* _SOURCE MATERIAL_
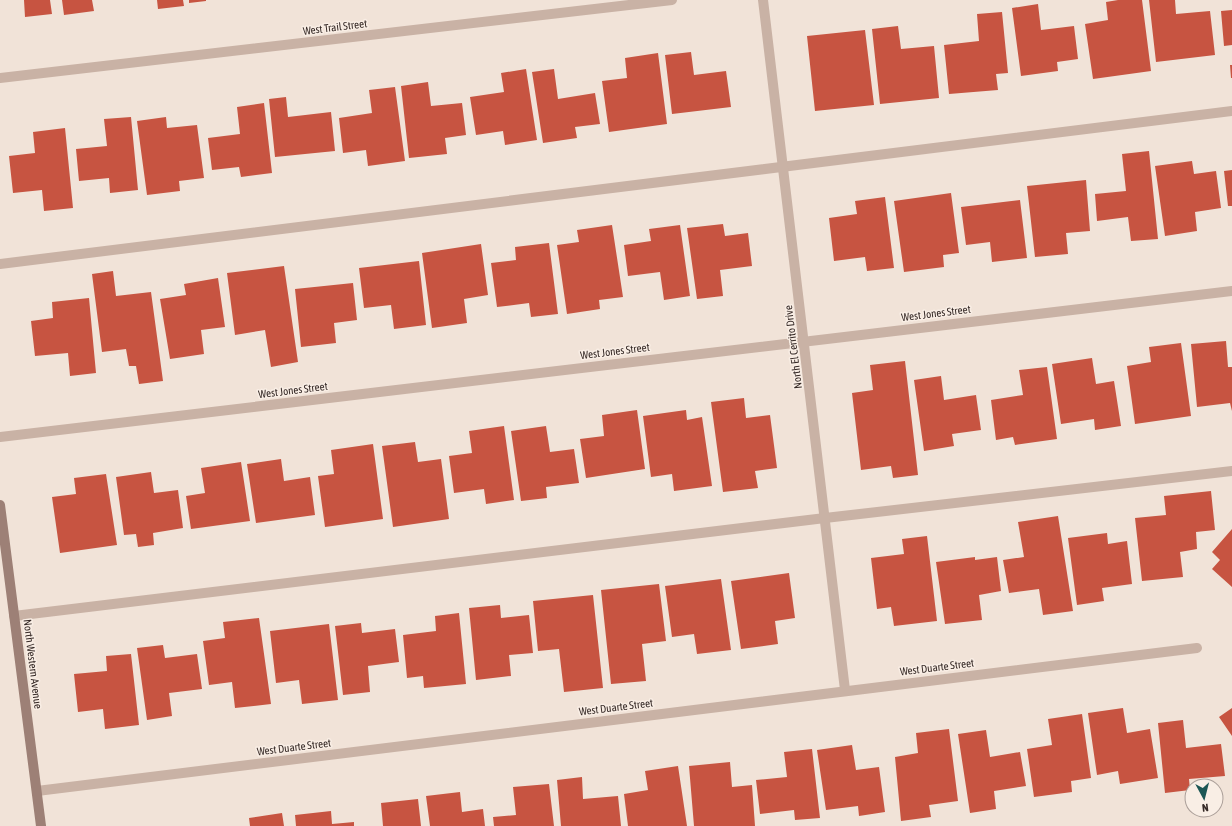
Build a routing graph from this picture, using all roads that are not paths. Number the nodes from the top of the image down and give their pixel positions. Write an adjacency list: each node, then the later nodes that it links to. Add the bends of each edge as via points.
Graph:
1 (672, 0): 3 (street, West Trail Street)
2 (763, 0): 5 (street, North El Cerrito Drive)
3 (0, 78)
4 (1232, 111): 5 (street)
5 (783, 168): 6 (street); 8 (street, North El Cerrito Drive)
6 (0, 264)
7 (1232, 291): 8 (street, West Jones Street)
8 (804, 341): 9 (street, West Jones Street); 12 (street, North El Cerrito Drive)
9 (0, 437)
10 (1232, 471): 12 (street)
11 (0, 505): 13 (main road, North Western Avenue)
12 (825, 518): 13 (street); 15 (street, North El Cerrito Drive)
13 (14, 616): 16 (main road, North Western Avenue)
14 (1197, 648): 15 (street, West Duarte Street)
15 (845, 690): 16 (street, West Duarte Street)
16 (37, 791): 17 (main road, North Western Avenue)
17 (41, 826)

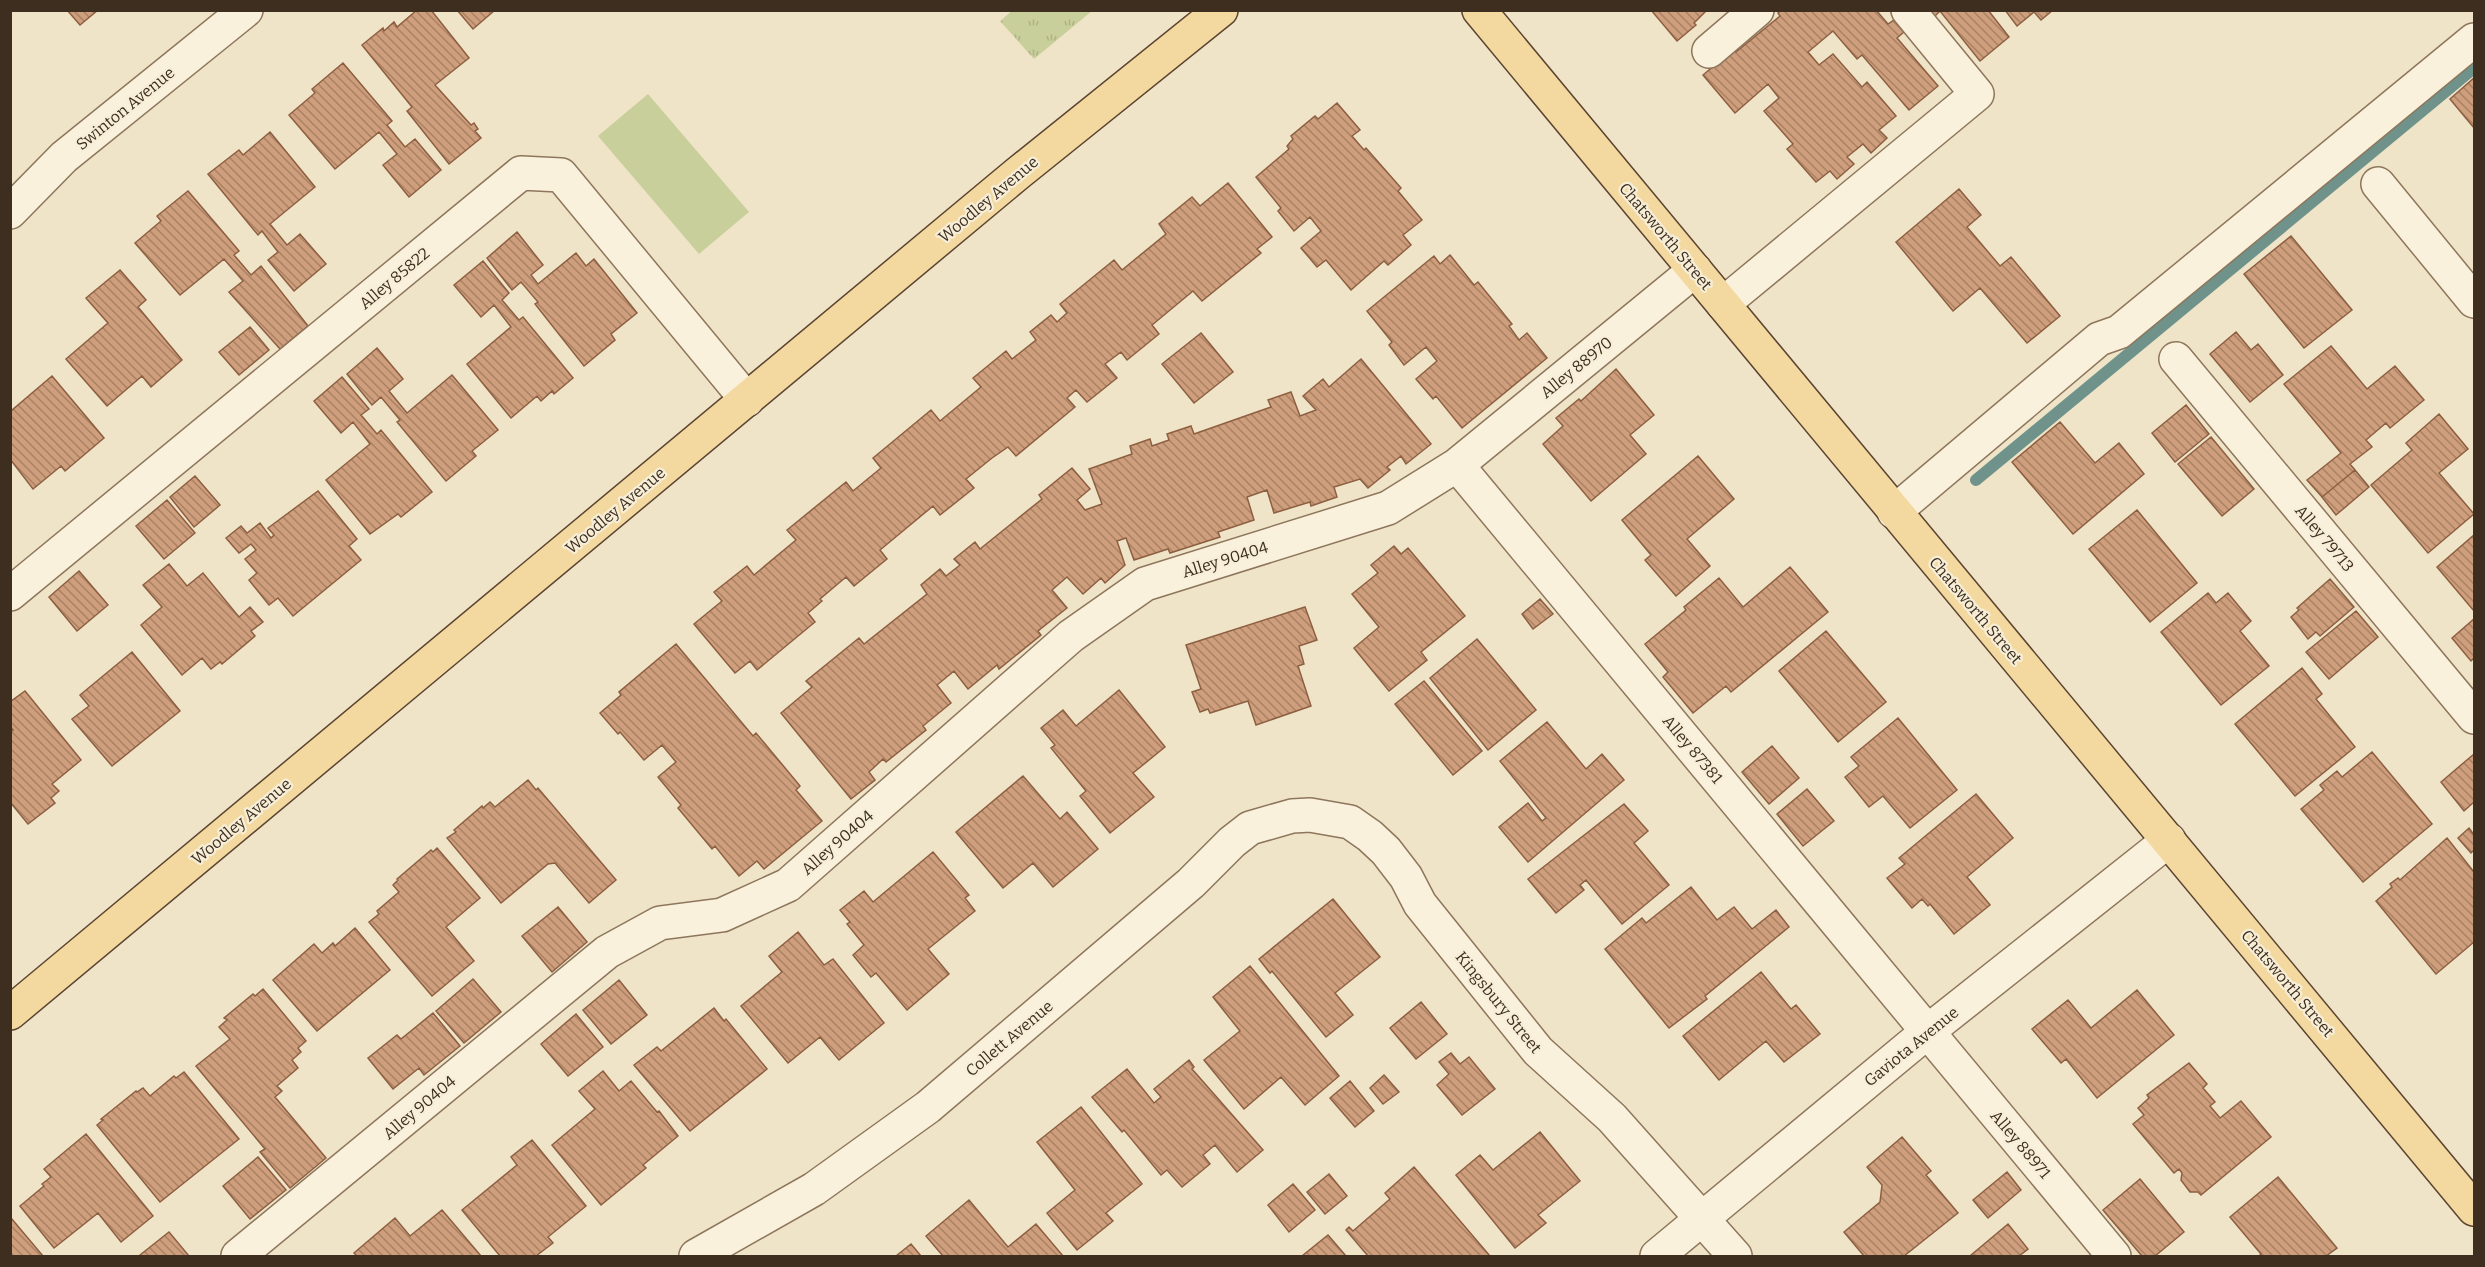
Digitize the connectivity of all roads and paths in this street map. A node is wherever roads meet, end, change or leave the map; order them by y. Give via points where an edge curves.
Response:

* _TASK TO CARRY OUT_
Gather each line from the entries above that includes the word "paths".

* _RESPONSE_
Build a routing graph from this picture, using all roads that are not paths. Number the nodes from the top of the image down and give their pixel positions. Write an adjacency list: each node, then the later nodes that it links to. Add the bends of each edge as via points.
Digitize the connectivity of all roads and paths in this street map. A node is wherever roads meet, end, change or leave the map; order them by y. Give via points where an edge curves.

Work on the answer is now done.